● **Your objective**
Output exactly the lines below, starting with the line that has "index tip: (572, 358)" and going on through the line that has "pinky tip: (567, 434)", both included, and no other lines.

● **Dataset entries**
:::

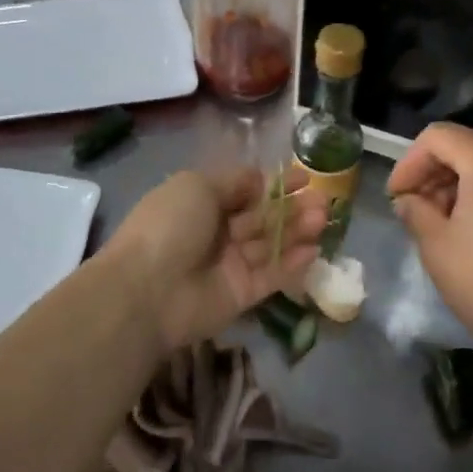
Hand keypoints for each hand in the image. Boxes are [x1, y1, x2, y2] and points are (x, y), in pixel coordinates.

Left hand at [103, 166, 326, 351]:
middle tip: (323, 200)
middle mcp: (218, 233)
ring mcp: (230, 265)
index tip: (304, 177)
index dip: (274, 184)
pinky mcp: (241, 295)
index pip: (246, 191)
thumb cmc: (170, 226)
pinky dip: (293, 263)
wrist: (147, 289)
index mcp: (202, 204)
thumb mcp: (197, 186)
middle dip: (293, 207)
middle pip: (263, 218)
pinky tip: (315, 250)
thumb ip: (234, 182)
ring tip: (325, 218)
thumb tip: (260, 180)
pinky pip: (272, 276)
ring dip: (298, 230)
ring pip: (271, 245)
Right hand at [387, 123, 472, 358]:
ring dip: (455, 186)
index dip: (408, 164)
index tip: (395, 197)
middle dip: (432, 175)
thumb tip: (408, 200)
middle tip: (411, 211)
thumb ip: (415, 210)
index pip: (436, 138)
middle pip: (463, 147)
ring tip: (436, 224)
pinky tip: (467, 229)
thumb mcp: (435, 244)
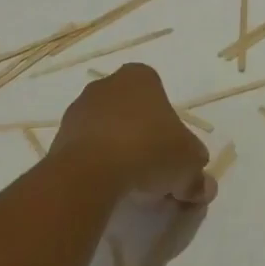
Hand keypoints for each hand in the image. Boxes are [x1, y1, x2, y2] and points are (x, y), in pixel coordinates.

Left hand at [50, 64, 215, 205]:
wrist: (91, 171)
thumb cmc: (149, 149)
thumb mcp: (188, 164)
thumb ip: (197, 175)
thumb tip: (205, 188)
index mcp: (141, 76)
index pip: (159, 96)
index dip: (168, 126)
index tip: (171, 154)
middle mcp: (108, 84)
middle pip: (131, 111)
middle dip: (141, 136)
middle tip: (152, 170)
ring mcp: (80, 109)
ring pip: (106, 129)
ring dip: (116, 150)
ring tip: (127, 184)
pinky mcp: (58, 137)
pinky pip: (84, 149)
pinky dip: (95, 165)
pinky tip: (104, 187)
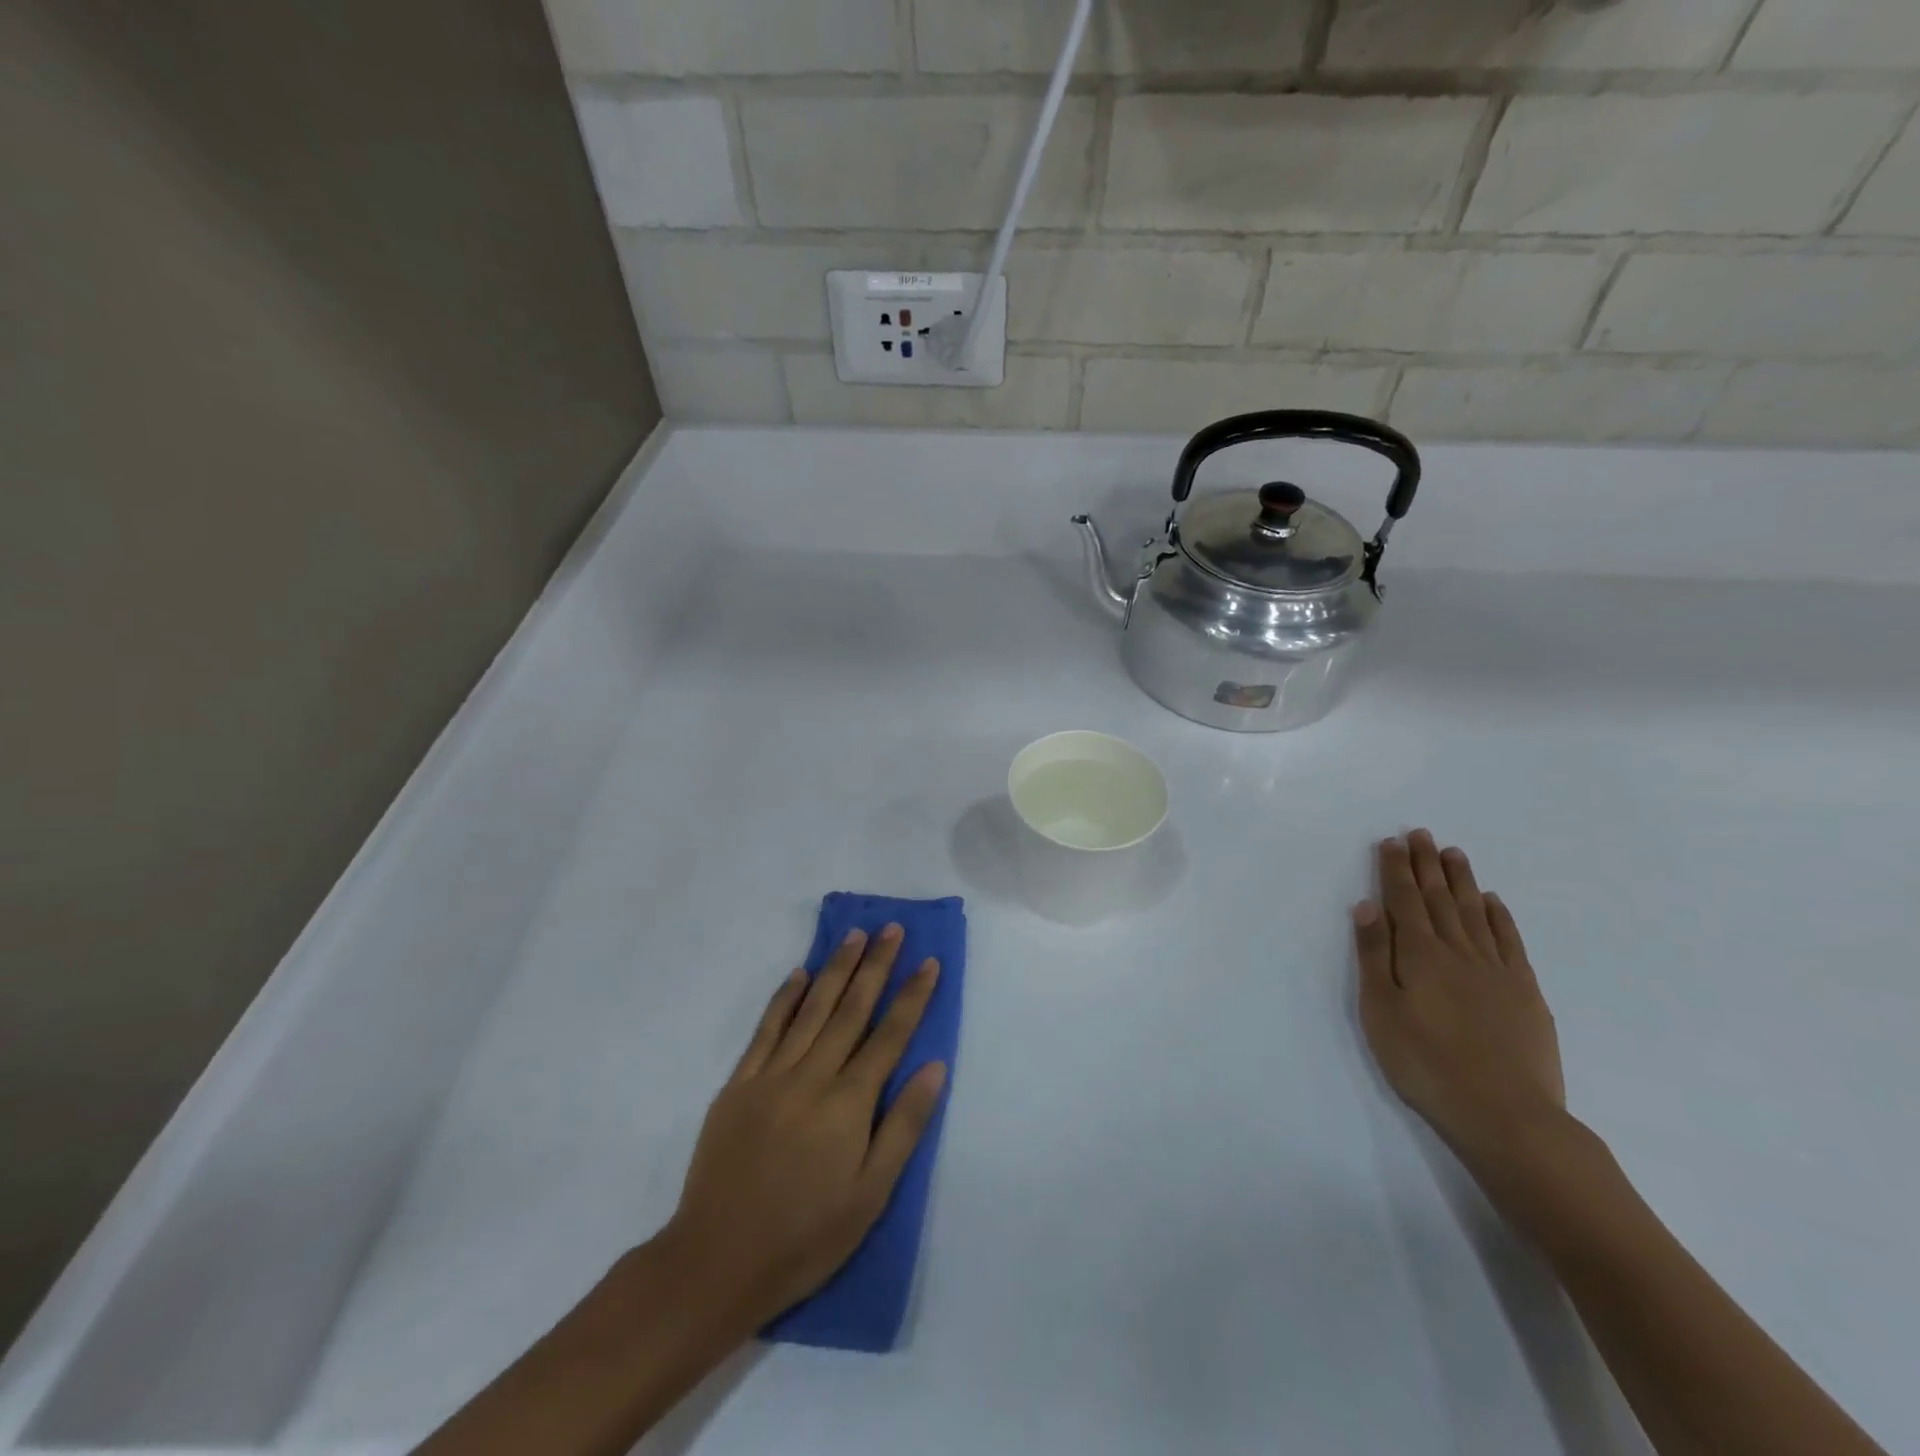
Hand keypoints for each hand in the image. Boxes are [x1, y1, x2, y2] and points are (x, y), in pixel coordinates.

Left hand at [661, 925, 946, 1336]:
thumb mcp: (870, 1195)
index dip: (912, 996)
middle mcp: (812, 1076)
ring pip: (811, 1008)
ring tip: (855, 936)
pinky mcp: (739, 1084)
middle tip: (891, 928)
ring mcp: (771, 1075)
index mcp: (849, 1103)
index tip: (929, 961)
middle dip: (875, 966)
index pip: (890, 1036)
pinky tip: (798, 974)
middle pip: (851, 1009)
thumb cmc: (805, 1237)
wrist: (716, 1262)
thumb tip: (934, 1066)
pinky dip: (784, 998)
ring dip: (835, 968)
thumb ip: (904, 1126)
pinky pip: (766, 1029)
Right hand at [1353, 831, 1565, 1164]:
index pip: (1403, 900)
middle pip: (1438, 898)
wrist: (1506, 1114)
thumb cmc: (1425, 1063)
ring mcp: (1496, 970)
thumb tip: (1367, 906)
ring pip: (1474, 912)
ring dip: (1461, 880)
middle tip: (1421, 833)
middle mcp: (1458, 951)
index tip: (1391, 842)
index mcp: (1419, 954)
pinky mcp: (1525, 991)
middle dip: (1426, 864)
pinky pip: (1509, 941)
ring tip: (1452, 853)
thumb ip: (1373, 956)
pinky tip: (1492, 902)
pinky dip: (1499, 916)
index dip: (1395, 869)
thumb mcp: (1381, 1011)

:::

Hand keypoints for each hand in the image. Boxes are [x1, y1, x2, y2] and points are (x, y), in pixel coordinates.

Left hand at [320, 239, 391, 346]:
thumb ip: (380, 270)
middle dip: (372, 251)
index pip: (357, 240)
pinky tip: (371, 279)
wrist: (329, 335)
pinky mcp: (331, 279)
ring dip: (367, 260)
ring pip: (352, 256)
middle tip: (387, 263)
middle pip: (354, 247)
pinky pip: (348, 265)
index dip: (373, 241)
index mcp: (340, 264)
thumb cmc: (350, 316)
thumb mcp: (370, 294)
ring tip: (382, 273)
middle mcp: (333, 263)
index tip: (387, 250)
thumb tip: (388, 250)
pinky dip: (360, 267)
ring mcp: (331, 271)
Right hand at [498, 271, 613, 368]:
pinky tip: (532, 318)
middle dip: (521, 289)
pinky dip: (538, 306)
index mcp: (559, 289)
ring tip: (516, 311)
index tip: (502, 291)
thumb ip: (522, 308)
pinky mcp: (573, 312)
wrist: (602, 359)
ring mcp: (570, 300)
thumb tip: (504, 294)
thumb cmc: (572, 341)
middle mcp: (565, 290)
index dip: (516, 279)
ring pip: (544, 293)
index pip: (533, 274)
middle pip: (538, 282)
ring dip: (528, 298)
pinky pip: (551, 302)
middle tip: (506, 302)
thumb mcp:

:::

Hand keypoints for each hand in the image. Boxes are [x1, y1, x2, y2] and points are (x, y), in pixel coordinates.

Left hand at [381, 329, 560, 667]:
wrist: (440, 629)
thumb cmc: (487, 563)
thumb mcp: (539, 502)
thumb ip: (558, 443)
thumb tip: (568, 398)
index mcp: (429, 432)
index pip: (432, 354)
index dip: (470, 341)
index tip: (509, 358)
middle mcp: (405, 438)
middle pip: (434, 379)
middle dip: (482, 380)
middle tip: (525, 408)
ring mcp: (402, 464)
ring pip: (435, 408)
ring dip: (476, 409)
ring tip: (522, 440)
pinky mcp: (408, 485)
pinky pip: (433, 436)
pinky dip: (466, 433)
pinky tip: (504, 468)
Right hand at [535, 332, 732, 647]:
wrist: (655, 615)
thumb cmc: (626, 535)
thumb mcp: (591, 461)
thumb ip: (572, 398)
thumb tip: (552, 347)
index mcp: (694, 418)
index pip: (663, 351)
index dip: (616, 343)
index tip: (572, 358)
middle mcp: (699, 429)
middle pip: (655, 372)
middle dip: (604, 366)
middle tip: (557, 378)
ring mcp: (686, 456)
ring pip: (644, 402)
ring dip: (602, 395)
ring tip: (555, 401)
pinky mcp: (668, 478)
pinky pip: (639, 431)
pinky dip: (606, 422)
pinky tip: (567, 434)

:::

● **Final answer**
index tip: (572, 358)
middle mcp: (699, 429)
middle pip: (655, 372)
middle dip: (604, 366)
middle tip: (557, 378)
ring mcp: (686, 456)
ring pip: (644, 402)
ring dip: (602, 395)
ring tip: (555, 401)
pinky mcp: (668, 478)
pinky pip: (639, 431)
pinky dip: (606, 422)
pinky tip: (567, 434)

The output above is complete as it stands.